An article by Ross Riskin in the Journal of Accountancy states that retirement should take priority over paying for children's university. That's interesting - it is a good example of a conflict a lot of parents feel: what is a reasonable financial sacrifice to make for one's children?
On balance, most parents make a lot of sacrifices: everything from the vast direct expenses of raising children, through to more indirect expenses - like more expensive housing, lost sleep, and the impact on careers.There is also some strong evidence to suggest that parents that give 'too much' to their children may impair their child's pathway to independence. But most parents still like the idea that they should have sufficient resources (from a spare bed to a large investment account) available for decades to provide a back-stop to children in trouble, no matter what the age of the child. As a child who has received help from a parent after I turned 18 I can hardly disagree.

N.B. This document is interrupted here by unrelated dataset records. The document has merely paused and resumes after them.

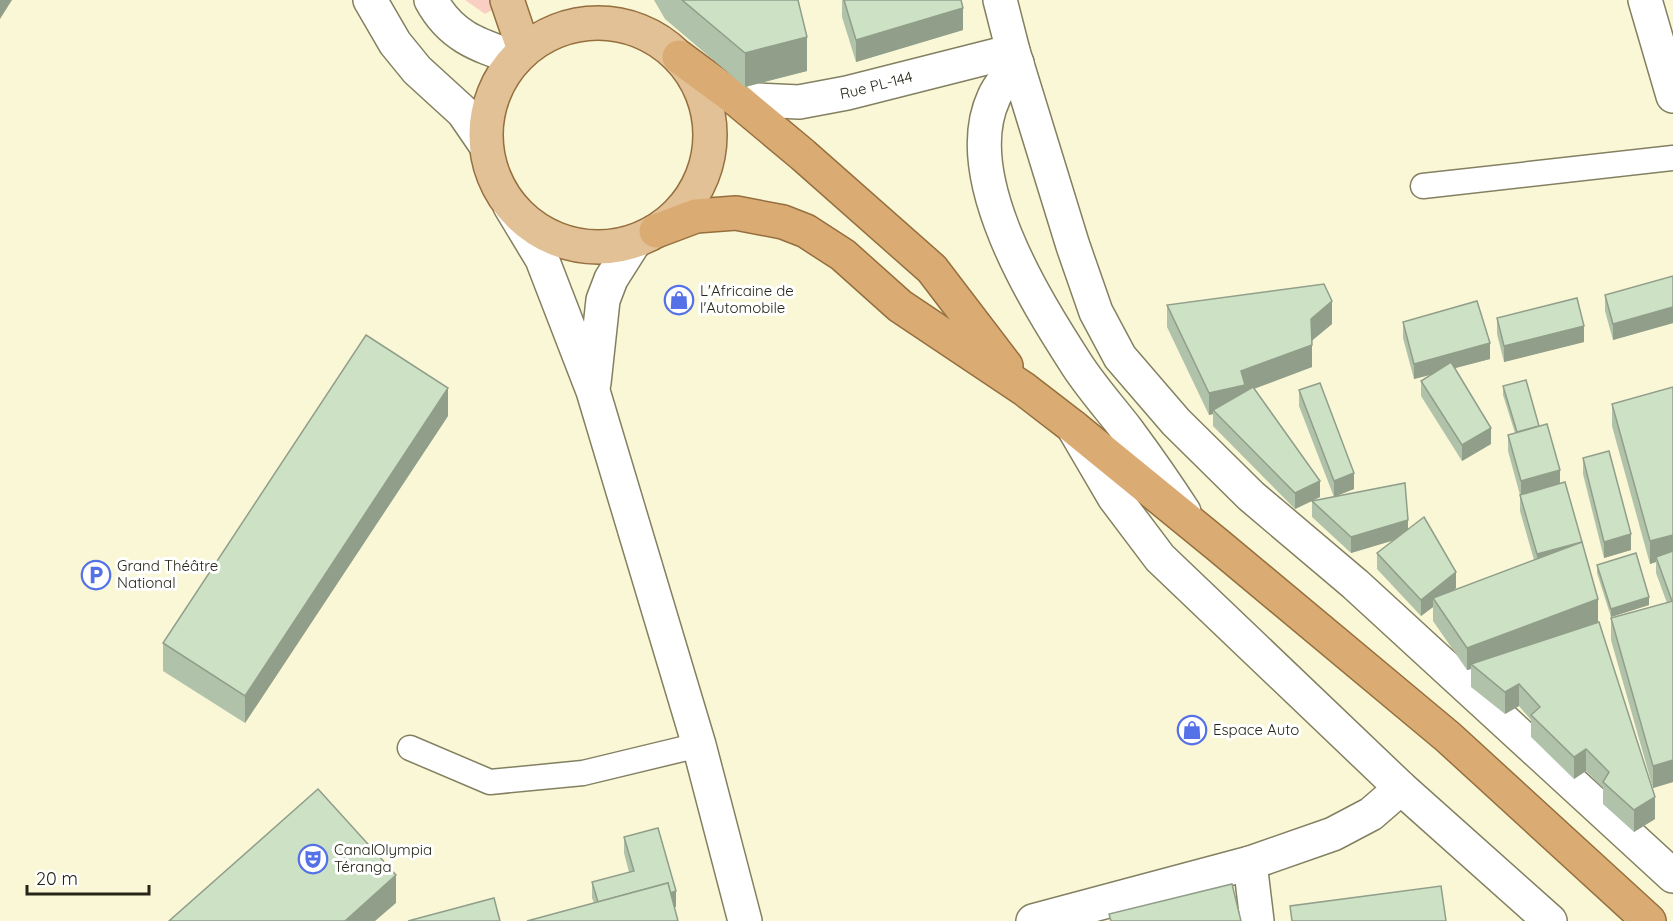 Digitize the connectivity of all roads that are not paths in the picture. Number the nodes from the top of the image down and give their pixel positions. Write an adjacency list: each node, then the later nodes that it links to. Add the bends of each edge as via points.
1 (370, 0): 12 (street, via 395,43 417,70 463,112)
2 (431, 0): 8 (street, via 439,15 472,42)
3 (507, 0): 8 (main road)
4 (613, 0): 7 (main road)
5 (1000, 0): 9 (street)
6 (1645, 0): 10 (street)
7 (668, 49): 8 (main road, via 637,30 589,23 543,37); 11 (highway); 16 (main road, via 694,77 705,100 709,150 692,196 675,216)
8 (520, 54): 12 (main road, via 501,77 490,99)
9 (1015, 57): 11 (street, Rue PL-144, via 799,102); 20 (street, via 994,96 986,125 984,154 998,215 1036,297 1077,366); 25 (street, via 1096,312 1120,357 1176,422 1251,496 1355,584)
10 (1673, 96)
11 (736, 99): 17 (highway, via 932,269)
12 (485, 144): 15 (main road, via 498,187)
13 (1673, 158): 14 (lane)
14 (1423, 186)
15 (510, 206): 16 (main road, via 527,222 567,243 612,246); 18 (street, via 542,259)
16 (645, 236): 17 (highway, via 696,216 736,213 806,231 843,255 900,306); 18 (street, via 611,279 603,300)
17 (1024, 389): 19 (highway)
18 (593, 391): 21 (street)
19 (1072, 426): 20 (highway); 23 (street, via 1114,497 1160,558)
20 (1190, 522): 30 (highway, via 1448,737)
21 (699, 745): 22 (lane, via 583,773 490,782); 26 (street)
22 (410, 748)
23 (1401, 788): 24 (street, via 1371,814 1333,834); 29 (street)
24 (1250, 863): 27 (street); 28 (street)
25 (1672, 874)
26 (745, 921)
27 (1033, 921)
28 (1257, 921)
29 (1550, 921)
30 (1649, 921) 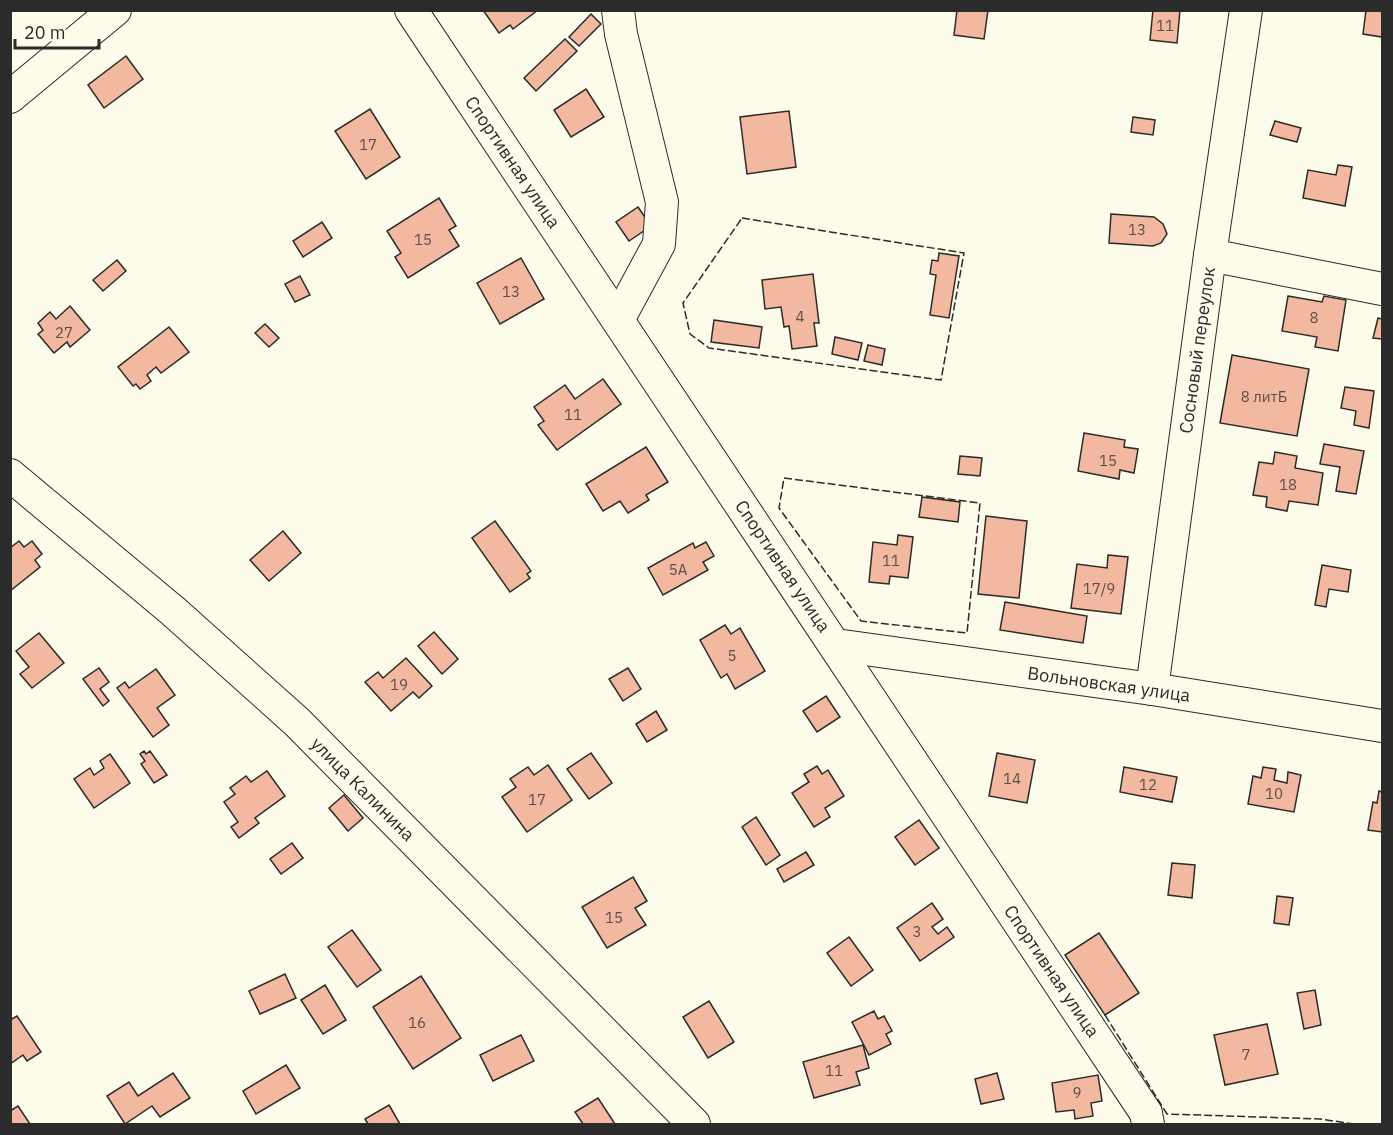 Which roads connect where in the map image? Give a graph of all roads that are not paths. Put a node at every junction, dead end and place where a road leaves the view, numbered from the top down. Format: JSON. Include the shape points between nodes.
{"nodes":[{"id":1,"x":115,"y":10,"type":"edge"},
{"id":2,"x":411,"y":10,"type":"edge"},
{"id":3,"x":618,"y":10,"type":"edge"},
{"id":4,"x":1246,"y":10,"type":"edge"},
{"id":5,"x":10,"y":97,"type":"edge"},
{"id":6,"x":1210,"y":255,"type":"junction"},
{"id":7,"x":1383,"y":289,"type":"edge"},
{"id":8,"x":618,"y":320,"type":"junction"},
{"id":9,"x":10,"y":476,"type":"edge"},
{"id":10,"x":836,"y":645,"type":"junction"},
{"id":11,"x":1152,"y":689,"type":"junction"},
{"id":12,"x":1383,"y":726,"type":"edge"},
{"id":13,"x":694,"y":1125,"type":"edge"},
{"id":14,"x":1148,"y":1125,"type":"edge"}],
"edges":[{"from":1,"to":5,"type":"street"},
{"from":2,"to":8,"type":"street","name":"Спортивная улица"},
{"from":3,"to":8,"type":"street","via":[[662,202],[659,244]]},
{"from":4,"to":6,"type":"street","name":"Сосновый переулок"},
{"from":6,"to":7,"type":"street"},
{"from":6,"to":11,"type":"street","name":"Сосновый переулок"},
{"from":8,"to":10,"type":"street","name":"Спортивная улица"},
{"from":9,"to":13,"type":"street","name":"улица Калинина","via":[[173,611],[297,722]]},
{"from":10,"to":11,"type":"street","name":"Вольновская улица"},
{"from":10,"to":14,"type":"street","name":"Спортивная улица","via":[[1146,1113]]},
{"from":11,"to":12,"type":"street","name":"Вольновская улица"}]} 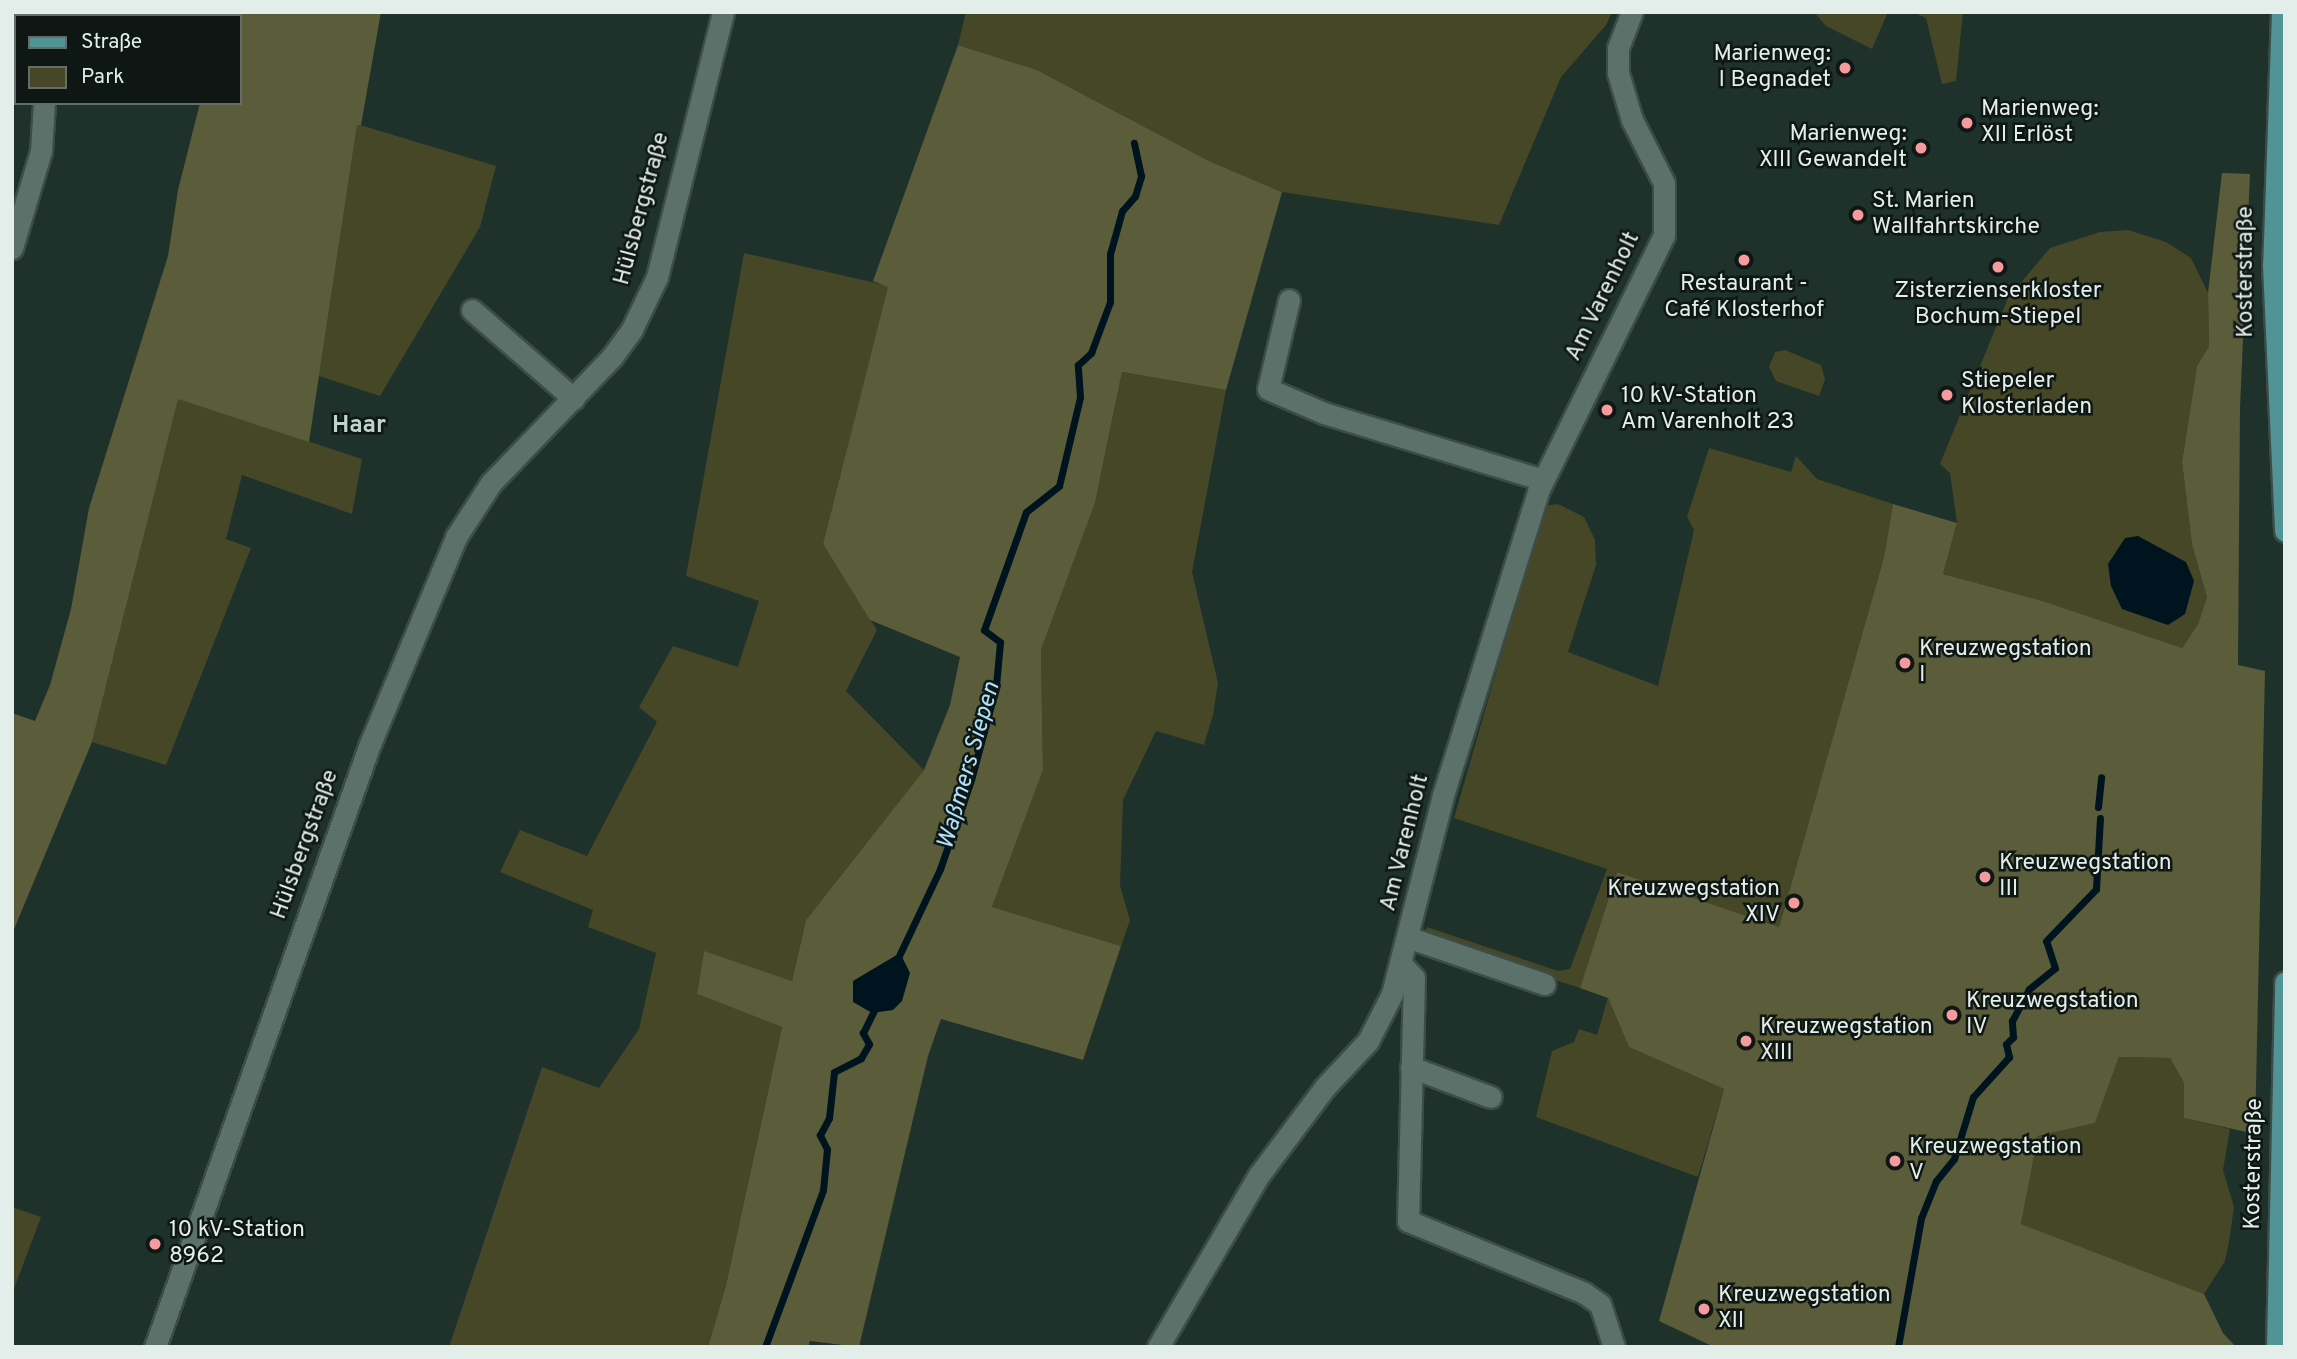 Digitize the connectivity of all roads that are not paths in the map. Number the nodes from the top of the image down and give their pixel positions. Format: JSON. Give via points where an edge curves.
{"nodes":[{"id":1,"x":723,"y":12,"type":"edge"},
{"id":2,"x":1632,"y":12,"type":"edge"},
{"id":3,"x":2282,"y":12,"type":"edge"},
{"id":4,"x":44,"y":105,"type":"edge"},
{"id":5,"x":12,"y":248,"type":"edge"},
{"id":6,"x":1289,"y":300,"type":"dead end"},
{"id":7,"x":472,"y":310,"type":"dead end"},
{"id":8,"x":574,"y":399,"type":"junction"},
{"id":9,"x":1543,"y":480,"type":"junction"},
{"id":10,"x":2285,"y":531,"type":"edge"},
{"id":11,"x":1410,"y":938,"type":"junction"},
{"id":12,"x":1403,"y":966,"type":"junction"},
{"id":13,"x":2285,"y":982,"type":"edge"},
{"id":14,"x":1544,"y":984,"type":"dead end"},
{"id":15,"x":1411,"y":1068,"type":"junction"},
{"id":16,"x":1491,"y":1097,"type":"dead end"},
{"id":17,"x":155,"y":1347,"type":"edge"},
{"id":18,"x":1158,"y":1347,"type":"edge"},
{"id":19,"x":1614,"y":1347,"type":"edge"},
{"id":20,"x":2277,"y":1347,"type":"edge"}],
"edges":[{"from":1,"to":8,"type":"street","name":"Hülsbergstraße","via":[[657,277],[632,329]]},
{"from":2,"to":9,"type":"street","name":"Am Varenholt","via":[[1618,48],[1618,73],[1632,120],[1664,183],[1664,235]]},
{"from":3,"to":10,"type":"main road","name":"Kosterstraße","via":[[2273,265]]},
{"from":4,"to":5,"type":"street","via":[[41,151]]},
{"from":6,"to":9,"type":"street","via":[[1268,389],[1324,413]]},
{"from":7,"to":8,"type":"street"},
{"from":8,"to":17,"type":"street","name":"Hülsbergstraße","via":[[491,483],[456,537],[370,744]]},
{"from":9,"to":11,"type":"street","name":"Am Varenholt","via":[[1443,795]]},
{"from":11,"to":12,"type":"street","name":"Am Varenholt"},
{"from":11,"to":14,"type":"street","name":"Am Varenholt"},
{"from":12,"to":15,"type":"street","via":[[1414,978]]},
{"from":12,"to":18,"type":"street","name":"Am Varenholt","via":[[1368,1041],[1325,1087],[1259,1175]]},
{"from":13,"to":20,"type":"main road","name":"Kosterstraße"},
{"from":15,"to":16,"type":"street"},
{"from":15,"to":19,"type":"street","via":[[1408,1220],[1584,1293],[1600,1304]]}]} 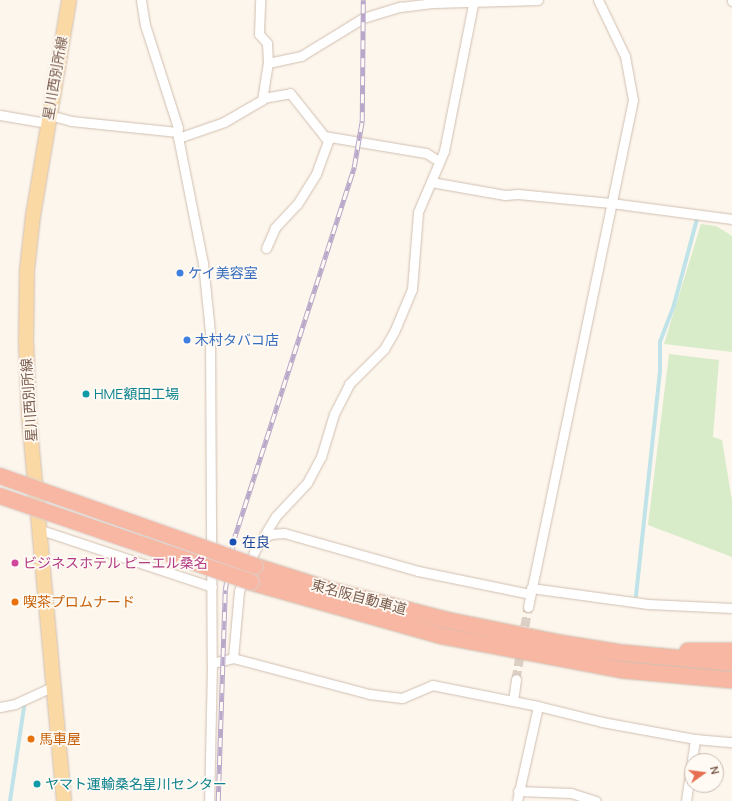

Retirement specialists point out the efforts that even elderly parents will take to preserve assets to provide an inheritance for children that are probably already wealthier than they are, or to grandchildren that almost certainly will be. It seems to be built in, a long-term love that few would want to break.
Joining them are some financial planners. They can provide a valuable critique of the urge to keep shoveling resources towards a child who may not make best use of them. Where financial advice intersects life choices is the territory that engaged and empathetic human advisers will continue to occupy for decades to come, as such, it is one of the most fascinating areas to consider - Click here to read more.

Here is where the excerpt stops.